László (= Ladislaus) Hunyadi (1433-1457) war der älteste Sohn des Reichsverwesers und Heerführers János Hunyadi und stieg schon in jungen Jahren zu hohen Würden auf. Nach dem Tod seines Vaters war László jedoch massiven Beschuldigungen seines Erzfeinds, des Grafen Ulrich II. von Cilli, ausgesetzt, der für den minderjährigen König László V. (bei uns besser als Ladislaus Postumus bekannt) die Herrschaft ausübte. Die Feindschaft rührte vor allem daher, daß die Hunyadis sich mit der Hauptlast bei der Abwehr der Türken abmühen mußten, während Ulrich sich abwartend verhielt. Bei Verhandlungen in Nándorfehérvár (= Belgrad) kam es bei Verhandlungen zu einer offenbar von Ulrich initiierten Auseinandersetzung, bei der dieser von László Hunyadis Gefolgsleuten getötet wurde. Der junge, in die Vorgänge eingeweihte König pardonierte László aber ausdrücklich und ernannte ihn als Zeichen seiner Gnade zum Generalkapitän. László Hunyadi begleitete daraufhin gutgläubig den König nach Pest, wo aber von Gnade plötzlich keine Rede mehr war. Hunyadi wurde rechtswidrig gefangengenommen, verurteilt und dem Henkersbeil überantwortet. Nach dem noch im selben Jahr erfolgten plötzlichen Tod des Königs, der vermutlich ermordet wurde, bestieg Lászlós jüngerer Bruder Mátyás Hunyadi (= Matthias Corvinus) den Königsthron und wurde - durch Legende verklärt - zum bedeutendsten und volkstümlichsten Herrscher Ungarns, dessen Verehrung selbst in den Zeiten des Kommunismus außer Frage stand.
László Hunyadi gilt als eine Art Märtyrer der ungarischen Nation.

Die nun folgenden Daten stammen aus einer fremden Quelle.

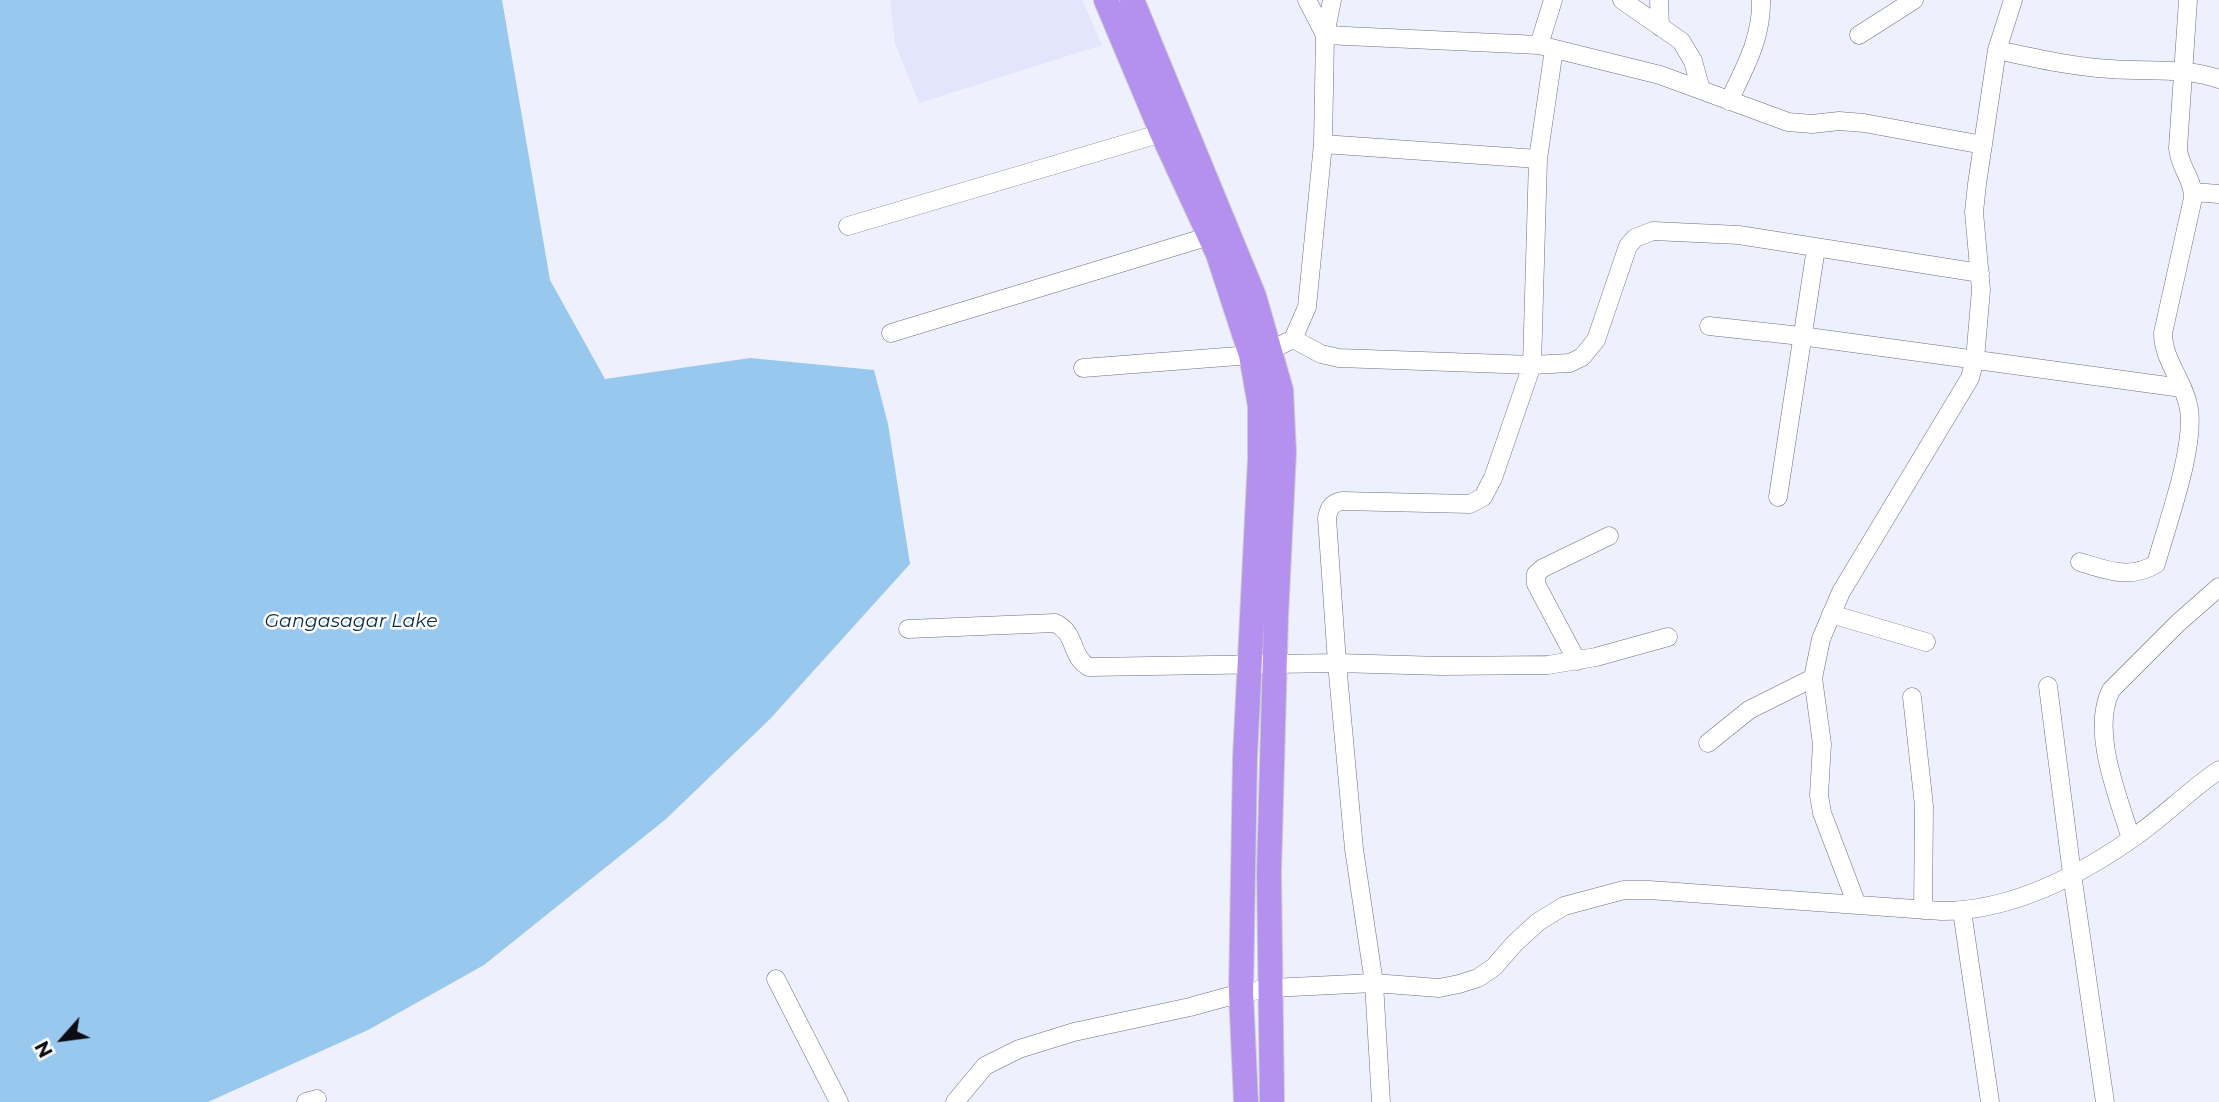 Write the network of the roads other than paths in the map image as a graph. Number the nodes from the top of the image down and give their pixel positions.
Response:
1 (1105, 0) edge
2 (1132, 0) edge
3 (1307, 0) edge
4 (1332, 0) edge
5 (1553, 0) edge
6 (1622, 0) edge
7 (1659, 0) edge
8 (1760, 0) edge
9 (1914, 0) edge
10 (2013, 0) edge
11 (2188, 0) edge
12 (1660, 27) junction
13 (1325, 35) junction
14 (1859, 35) dead end
15 (1547, 47) junction
16 (1997, 50) junction
17 (2181, 73) junction
18 (2219, 79) edge
19 (1701, 90) junction
20 (1729, 101) junction
21 (1163, 133) junction
22 (1323, 144) junction
23 (1983, 145) junction
24 (1538, 159) junction
25 (2194, 192) junction
26 (2219, 194) edge
27 (848, 226) dead end
28 (1210, 236) junction
29 (1816, 248) junction
30 (1980, 274) junction
31 (1709, 326) dead end
32 (891, 333) dead end
33 (1801, 335) junction
34 (1272, 348) junction
35 (1975, 359) junction
36 (1532, 365) junction
37 (1083, 368) dead end
38 (2182, 388) junction
39 (1778, 497) dead end
40 (1609, 536) dead end
41 (2080, 562) dead end
42 (2219, 587) edge
43 (1831, 614) junction
44 (908, 629) dead end
45 (1668, 637) dead end
46 (1926, 642) dead end
47 (1577, 661) junction
48 (1276, 663) junction
49 (1337, 663) junction
50 (1251, 664) junction
51 (1813, 678) junction
52 (2049, 685) dead end
53 (1912, 697) dead end
54 (1708, 743) dead end
55 (2219, 770) edge
56 (2131, 839) junction
57 (2072, 874) junction
58 (1857, 905) junction
59 (1923, 910) junction
60 (1962, 911) junction
61 (776, 979) dead end
62 (1374, 983) junction
63 (1270, 988) junction
64 (1241, 993) junction
65 (839, 1102) edge
66 (955, 1102) edge
67 (1245, 1102) edge
68 (1272, 1102) edge
69 (1381, 1102) edge
70 (1990, 1102) edge
71 (2105, 1102) edge

1 - 21 highway
2 - 34 highway
3 - 13 street
4 - 13 street
5 - 15 street
6 - 12 street
7 - 12 street
8 - 20 street
9 - 14 street
10 - 16 street
11 - 17 street
12 - 19 street
13 - 15 street
13 - 22 street
15 - 19 street
15 - 24 street
16 - 17 street
16 - 23 street
17 - 18 street
17 - 25 street
19 - 20 street
20 - 23 street
21 - 27 street
21 - 28 highway
22 - 24 street
22 - 34 street
23 - 30 street
24 - 36 street
25 - 26 street
25 - 38 street
28 - 32 street
28 - 34 highway
29 - 30 street
29 - 33 street
29 - 36 street
30 - 35 street
31 - 33 street
33 - 35 street
33 - 39 street
34 - 36 street
34 - 37 street
34 - 48 highway
34 - 50 highway
35 - 38 street
35 - 43 street
36 - 49 street
38 - 41 street
40 - 47 street
42 - 56 street
43 - 46 street
43 - 51 street
44 - 50 street
45 - 47 street
47 - 49 street
48 - 49 street
48 - 50 street
48 - 63 highway
49 - 62 street
50 - 64 highway
51 - 54 street
51 - 58 street
52 - 57 street
53 - 59 street
55 - 56 street
56 - 57 street
57 - 60 street
57 - 71 street
58 - 59 street
58 - 62 street
59 - 60 street
60 - 70 street
61 - 65 street
62 - 63 street
62 - 69 street
63 - 64 street
63 - 68 highway
64 - 66 street
64 - 67 highway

Nach der Revolution von 1848 und der Unterwerfung des Landes durch Kaiser Franz Joseph I. (die nur durch die Hilfestellung russischer Truppen ermöglicht wurde) zog man wohl auch Parallelen zum aktuellen Geschehen. In der Glorifizierung solcher Helden und Opfer übler Ränke, wie László Hunyadi einen verkörpert, symbolisierten die Ungarn das eigene Leiden.

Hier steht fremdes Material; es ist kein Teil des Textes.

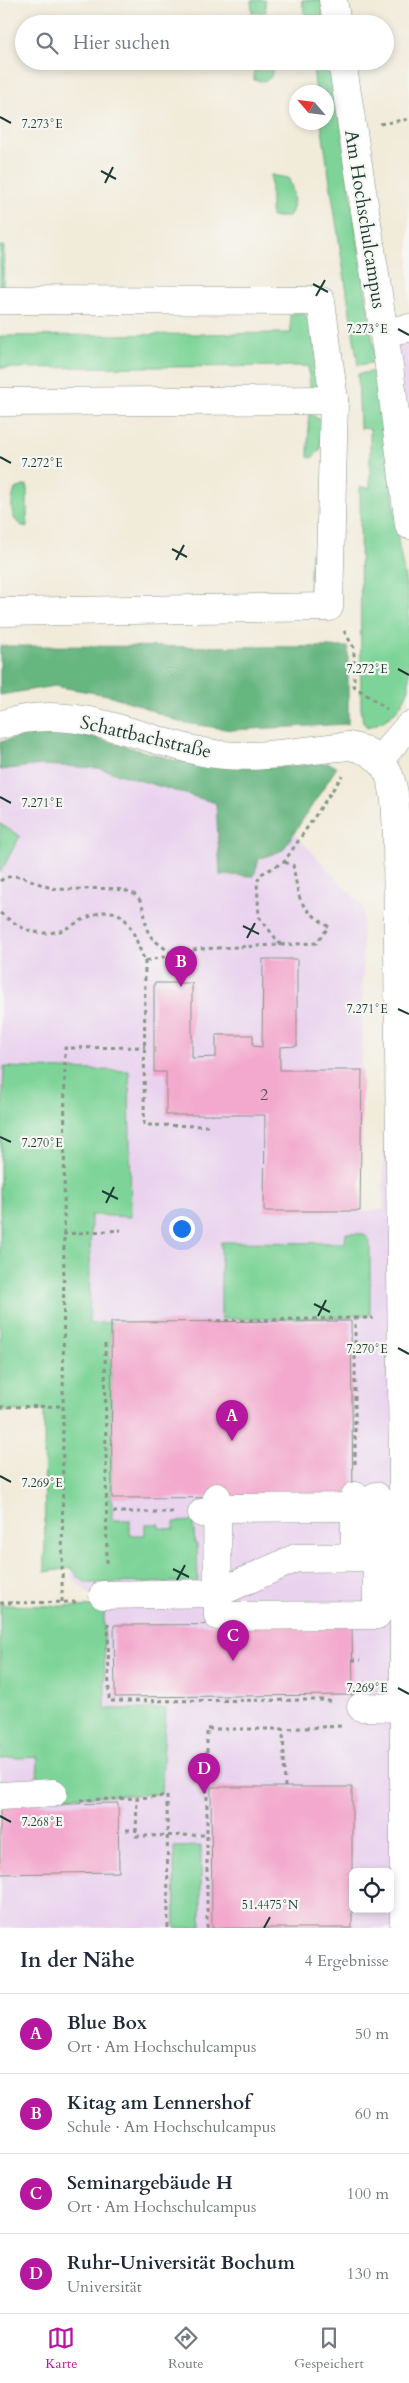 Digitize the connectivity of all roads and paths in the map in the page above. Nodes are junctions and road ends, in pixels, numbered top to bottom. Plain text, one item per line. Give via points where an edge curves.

Erkels 1841-43 entstandene, 1844 uraufgeführte, dreiaktige Oper verklärt in romantischer Weise das Schicksal des Titelhelden während der Belgrader Ereignisse bis zu seinem Tod, verknüpft es aber in unhistorischer Weise mit privaten Umständen. In der Oper tritt nämlich der König als Rivale Lászlós um die Gunst der schönen Garai Mária (Mária von Gara) auf, deren machthungriger Vater den loyalen und vertrauensseligen László in der schäbigsten und brutalsten Weise aus dem Weg räumt.
Das Libretto schrieb Béni Egressy nach einem Stück von Lörinc Tóth.

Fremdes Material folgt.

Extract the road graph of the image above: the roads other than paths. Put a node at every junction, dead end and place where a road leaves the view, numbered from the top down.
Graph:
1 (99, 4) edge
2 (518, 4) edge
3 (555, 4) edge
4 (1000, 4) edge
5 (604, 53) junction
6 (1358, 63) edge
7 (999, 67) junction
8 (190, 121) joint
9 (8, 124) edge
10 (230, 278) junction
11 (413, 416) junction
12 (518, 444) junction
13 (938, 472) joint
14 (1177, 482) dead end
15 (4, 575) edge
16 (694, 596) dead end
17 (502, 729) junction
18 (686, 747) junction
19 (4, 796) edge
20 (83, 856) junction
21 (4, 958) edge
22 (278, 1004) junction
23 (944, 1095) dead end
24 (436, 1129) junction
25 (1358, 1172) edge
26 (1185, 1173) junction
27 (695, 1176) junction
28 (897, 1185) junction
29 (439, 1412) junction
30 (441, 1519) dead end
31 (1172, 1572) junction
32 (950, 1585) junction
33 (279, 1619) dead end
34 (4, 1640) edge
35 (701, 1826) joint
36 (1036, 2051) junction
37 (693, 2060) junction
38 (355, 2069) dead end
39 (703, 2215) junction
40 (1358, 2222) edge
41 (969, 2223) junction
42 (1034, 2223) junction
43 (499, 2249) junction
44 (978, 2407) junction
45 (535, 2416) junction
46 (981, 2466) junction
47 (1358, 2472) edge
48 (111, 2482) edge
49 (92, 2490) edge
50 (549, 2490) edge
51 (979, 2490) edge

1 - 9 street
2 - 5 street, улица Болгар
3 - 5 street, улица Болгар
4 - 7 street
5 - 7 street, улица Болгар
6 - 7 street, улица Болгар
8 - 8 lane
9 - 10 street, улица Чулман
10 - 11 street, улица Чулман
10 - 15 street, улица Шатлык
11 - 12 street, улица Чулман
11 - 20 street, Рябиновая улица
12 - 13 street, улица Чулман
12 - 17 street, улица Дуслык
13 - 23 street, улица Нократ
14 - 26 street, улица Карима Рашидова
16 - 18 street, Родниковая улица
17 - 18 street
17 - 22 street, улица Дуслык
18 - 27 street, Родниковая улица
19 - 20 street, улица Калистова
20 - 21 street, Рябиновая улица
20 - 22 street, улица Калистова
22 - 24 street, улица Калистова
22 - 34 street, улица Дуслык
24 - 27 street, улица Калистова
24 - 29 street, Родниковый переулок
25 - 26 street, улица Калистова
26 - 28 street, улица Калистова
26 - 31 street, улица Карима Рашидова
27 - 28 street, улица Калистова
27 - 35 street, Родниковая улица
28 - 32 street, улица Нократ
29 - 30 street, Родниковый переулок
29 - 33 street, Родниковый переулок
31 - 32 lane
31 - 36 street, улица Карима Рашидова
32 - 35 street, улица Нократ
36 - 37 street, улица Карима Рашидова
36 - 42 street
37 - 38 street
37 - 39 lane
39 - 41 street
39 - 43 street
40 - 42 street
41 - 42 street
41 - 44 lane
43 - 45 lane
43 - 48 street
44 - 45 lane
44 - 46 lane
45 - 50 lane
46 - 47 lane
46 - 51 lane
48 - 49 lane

"Hunyadi László" gehört am ehesten in die Gattung der "Großen Oper" nach dem Vorbild Meyerbeers und anderer. Französische und italienische Einflüsse sind in der Komposition wirksam und verschmelzen mit ungarischen Elementen. Die Melodik gehört zu den attraktivsten Schöpfungen des 19.Jahrhunderts. Doch die spezifische inhaltliche Ausrichtung des Werks hat dazu geführt, daß es außerhalb Ungarns praktisch nicht zu hören ist.
1960 erschien bei Qualiton eine LP-Aufnahme mit József Simándy als László, Júlia Orosz als Mária und Gabriella Déry als Erzébet Szilágyi-Hunyadi. Dirigent war Vilmos Komor. Diese Aufnahme hat eigentlich den Maßstab gesetzt, ist heute aber, wie es scheint, nur mehr als Querschnitt erhältlich.
1977 entstand ein Film, den ich nicht kenne (möglicherweise verkürzt), der als DVD und heuer herauskommen sollte. Ich kann nur vermuten, daß er bereits erhältlich ist. Soviel ich weiß, singt da auch Simándy.
1984 brachte Hungaroton eine weitere Aufnahme mit János Kovács als Dirigenten, Dénes Gulyás als László, Magda Kalmar als Mária und Sylvia Sass als Erszébet heraus. Auch diese Version kenne ich nicht. Sie ist technisch vermutlich besser als die seinerzeitige, und Sylvia Sass müßte eigentlich diesen Kauf schon allein wert sein, aber bei aller Wertschätzung von Dénes Gulyás: Mit einem Simándy, der einer der bedeutendsten Tenöre des 20.Jahrhunderts war, kann er sich nicht vergleichen.